_Work to be completed_: Which lines below hold the word "edges"? Report each one.

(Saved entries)
*** Block opens ***

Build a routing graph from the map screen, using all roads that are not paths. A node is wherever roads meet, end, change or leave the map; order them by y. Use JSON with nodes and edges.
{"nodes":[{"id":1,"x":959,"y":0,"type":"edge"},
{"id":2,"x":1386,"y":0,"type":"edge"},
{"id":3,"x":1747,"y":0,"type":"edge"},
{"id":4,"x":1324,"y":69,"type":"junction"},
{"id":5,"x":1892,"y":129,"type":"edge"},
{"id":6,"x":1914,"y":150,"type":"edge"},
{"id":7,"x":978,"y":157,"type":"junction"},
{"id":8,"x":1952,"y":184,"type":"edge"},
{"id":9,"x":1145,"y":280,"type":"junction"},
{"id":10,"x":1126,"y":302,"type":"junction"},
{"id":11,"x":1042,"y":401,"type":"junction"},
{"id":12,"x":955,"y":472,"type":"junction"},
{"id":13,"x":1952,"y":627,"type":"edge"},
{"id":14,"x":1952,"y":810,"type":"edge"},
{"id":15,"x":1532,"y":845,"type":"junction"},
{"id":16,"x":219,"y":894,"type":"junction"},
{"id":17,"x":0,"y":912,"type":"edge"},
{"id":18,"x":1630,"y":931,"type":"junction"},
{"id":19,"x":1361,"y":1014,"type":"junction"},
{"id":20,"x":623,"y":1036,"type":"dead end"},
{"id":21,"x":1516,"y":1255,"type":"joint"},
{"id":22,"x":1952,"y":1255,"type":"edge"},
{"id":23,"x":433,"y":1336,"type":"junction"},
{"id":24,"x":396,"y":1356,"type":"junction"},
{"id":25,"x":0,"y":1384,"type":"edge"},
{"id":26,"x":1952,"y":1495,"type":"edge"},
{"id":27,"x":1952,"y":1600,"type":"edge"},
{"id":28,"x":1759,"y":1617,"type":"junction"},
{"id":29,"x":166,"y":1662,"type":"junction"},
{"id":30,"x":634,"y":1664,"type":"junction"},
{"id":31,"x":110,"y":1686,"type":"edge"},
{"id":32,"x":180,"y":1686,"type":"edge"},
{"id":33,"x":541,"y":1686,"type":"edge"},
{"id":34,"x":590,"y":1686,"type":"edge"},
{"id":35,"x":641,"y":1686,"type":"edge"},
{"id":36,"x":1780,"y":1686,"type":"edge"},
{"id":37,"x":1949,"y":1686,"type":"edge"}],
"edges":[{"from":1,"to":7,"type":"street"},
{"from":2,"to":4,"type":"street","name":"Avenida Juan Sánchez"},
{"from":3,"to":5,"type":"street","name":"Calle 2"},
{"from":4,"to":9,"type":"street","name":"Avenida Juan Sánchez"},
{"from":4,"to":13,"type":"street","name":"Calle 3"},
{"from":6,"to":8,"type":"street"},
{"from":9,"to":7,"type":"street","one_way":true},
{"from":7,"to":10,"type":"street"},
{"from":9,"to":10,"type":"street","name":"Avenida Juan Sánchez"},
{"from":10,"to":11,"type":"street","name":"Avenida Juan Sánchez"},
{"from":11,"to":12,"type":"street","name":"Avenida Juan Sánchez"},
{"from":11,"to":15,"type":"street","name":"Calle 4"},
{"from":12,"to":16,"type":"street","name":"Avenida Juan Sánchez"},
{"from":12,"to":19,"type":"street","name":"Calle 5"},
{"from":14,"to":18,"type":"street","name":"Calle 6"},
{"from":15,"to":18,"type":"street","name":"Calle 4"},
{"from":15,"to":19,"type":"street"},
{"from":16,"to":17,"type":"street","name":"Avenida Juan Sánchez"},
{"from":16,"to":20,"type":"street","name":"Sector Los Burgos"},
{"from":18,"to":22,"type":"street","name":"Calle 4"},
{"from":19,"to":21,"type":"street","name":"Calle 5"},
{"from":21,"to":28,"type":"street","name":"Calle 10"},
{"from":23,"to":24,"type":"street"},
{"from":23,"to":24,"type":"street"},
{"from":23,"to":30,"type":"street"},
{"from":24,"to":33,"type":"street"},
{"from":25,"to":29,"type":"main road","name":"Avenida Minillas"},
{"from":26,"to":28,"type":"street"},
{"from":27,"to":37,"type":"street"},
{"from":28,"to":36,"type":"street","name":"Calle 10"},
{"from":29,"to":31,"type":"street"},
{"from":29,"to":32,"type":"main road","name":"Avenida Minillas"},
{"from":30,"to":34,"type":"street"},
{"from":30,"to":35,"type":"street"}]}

*** Block closes ***

_Answer to this task_:
Build a routing graph from the map screen, using all roads that are not paths. A node is wherever roads meet, end, change or leave the map; order them by y. Use JSON with nodes and edges.
"edges":[{"from":1,"to":7,"type":"street"},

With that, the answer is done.